- Excerpted data
——
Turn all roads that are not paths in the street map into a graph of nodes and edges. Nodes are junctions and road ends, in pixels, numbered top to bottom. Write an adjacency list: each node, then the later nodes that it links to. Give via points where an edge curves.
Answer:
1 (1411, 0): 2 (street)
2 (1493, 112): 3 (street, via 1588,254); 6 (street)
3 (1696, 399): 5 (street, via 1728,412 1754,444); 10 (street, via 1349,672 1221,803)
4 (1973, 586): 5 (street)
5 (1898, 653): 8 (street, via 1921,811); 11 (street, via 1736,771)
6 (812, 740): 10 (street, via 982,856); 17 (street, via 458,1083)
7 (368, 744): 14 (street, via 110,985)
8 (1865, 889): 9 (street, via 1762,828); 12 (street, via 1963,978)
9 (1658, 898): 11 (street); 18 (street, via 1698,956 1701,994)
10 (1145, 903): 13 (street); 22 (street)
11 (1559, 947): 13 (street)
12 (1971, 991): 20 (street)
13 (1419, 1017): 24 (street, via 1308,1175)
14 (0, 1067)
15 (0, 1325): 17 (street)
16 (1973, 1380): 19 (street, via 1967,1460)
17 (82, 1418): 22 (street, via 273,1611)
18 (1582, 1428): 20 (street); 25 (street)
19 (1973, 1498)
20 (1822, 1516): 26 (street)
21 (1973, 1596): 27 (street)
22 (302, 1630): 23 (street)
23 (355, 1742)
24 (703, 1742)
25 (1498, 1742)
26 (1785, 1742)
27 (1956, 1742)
——
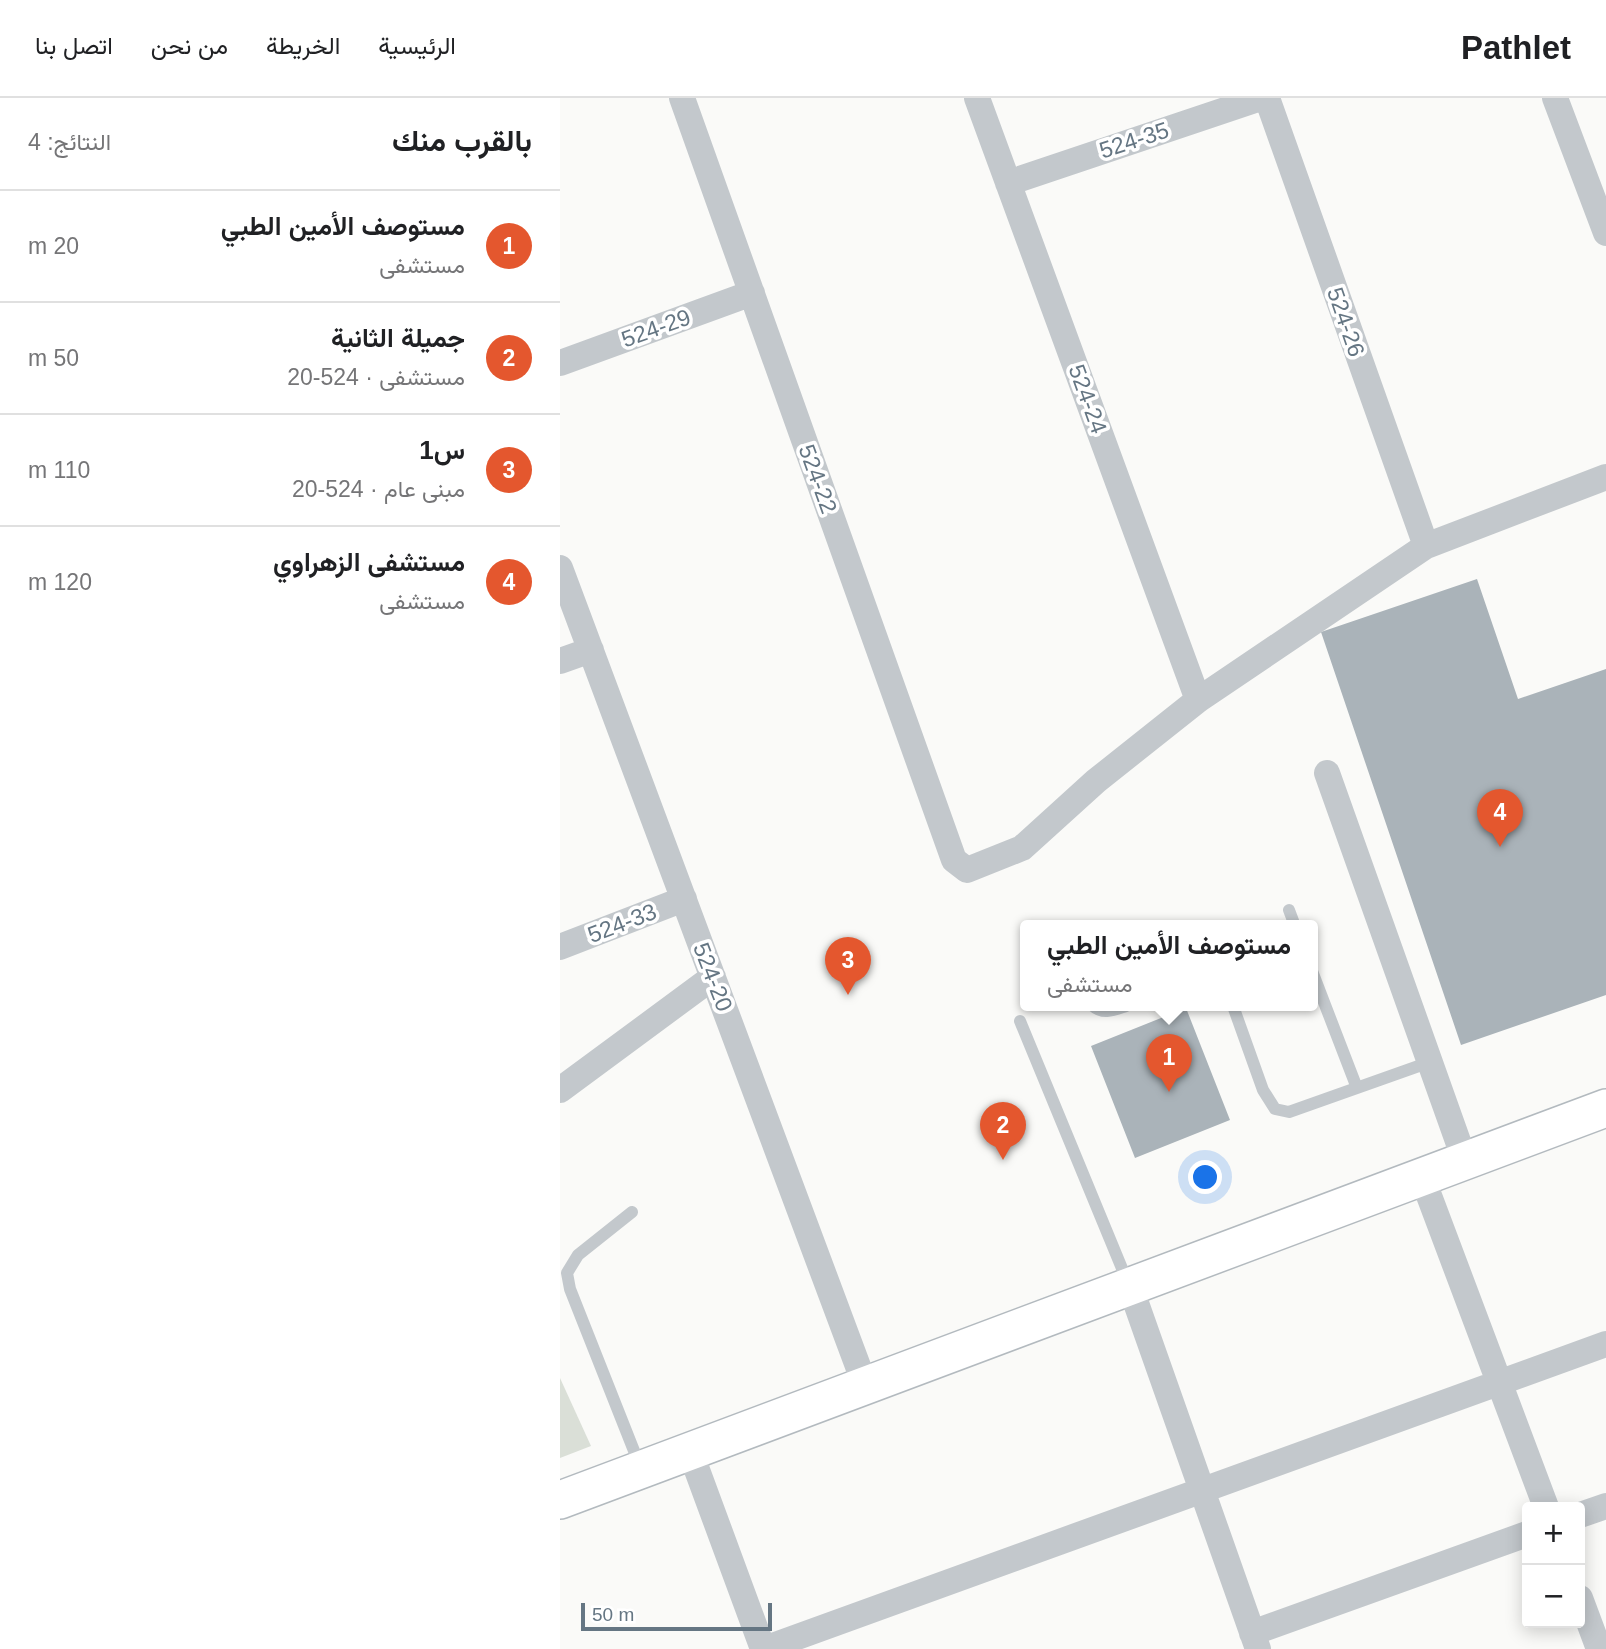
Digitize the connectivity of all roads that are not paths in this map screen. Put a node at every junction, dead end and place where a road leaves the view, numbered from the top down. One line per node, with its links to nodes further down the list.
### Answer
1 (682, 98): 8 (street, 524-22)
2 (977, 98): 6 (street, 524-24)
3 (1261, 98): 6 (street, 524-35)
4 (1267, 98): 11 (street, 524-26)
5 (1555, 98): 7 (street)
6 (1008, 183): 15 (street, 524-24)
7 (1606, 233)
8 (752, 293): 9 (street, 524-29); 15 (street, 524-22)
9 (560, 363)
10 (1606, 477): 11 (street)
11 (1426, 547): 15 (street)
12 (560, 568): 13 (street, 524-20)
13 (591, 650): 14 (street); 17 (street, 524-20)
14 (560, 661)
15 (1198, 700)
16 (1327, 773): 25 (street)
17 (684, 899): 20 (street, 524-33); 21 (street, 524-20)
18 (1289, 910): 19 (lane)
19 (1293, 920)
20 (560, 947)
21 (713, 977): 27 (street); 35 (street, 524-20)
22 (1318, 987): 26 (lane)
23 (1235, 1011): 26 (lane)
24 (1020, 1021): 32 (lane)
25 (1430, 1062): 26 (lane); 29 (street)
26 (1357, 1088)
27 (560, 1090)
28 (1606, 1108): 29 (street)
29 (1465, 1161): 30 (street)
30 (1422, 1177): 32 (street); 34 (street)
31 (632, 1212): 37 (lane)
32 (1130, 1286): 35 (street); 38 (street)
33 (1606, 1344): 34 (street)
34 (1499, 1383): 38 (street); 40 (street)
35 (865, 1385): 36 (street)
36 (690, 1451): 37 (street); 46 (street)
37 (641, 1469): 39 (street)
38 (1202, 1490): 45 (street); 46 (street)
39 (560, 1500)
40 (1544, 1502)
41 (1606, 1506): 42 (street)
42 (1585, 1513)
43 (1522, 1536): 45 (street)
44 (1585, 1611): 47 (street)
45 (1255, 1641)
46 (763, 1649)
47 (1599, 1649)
——
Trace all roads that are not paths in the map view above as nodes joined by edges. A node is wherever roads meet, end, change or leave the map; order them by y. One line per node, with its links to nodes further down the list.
——
Copy every line of the listing that contains the word "with".

- Reply
Digitize the connectivity of all roads that are not paths in this map screen. Put a node at every junction, dead end and place where a road leaves the view, numbered from the top down. One line per node, with its links to nodes further down the list.
Trace all roads that are not paths in the map view above as nodes joined by edges. A node is wherever roads meet, end, change or leave the map; order them by y. One line per node, with its links to nodes further down the list.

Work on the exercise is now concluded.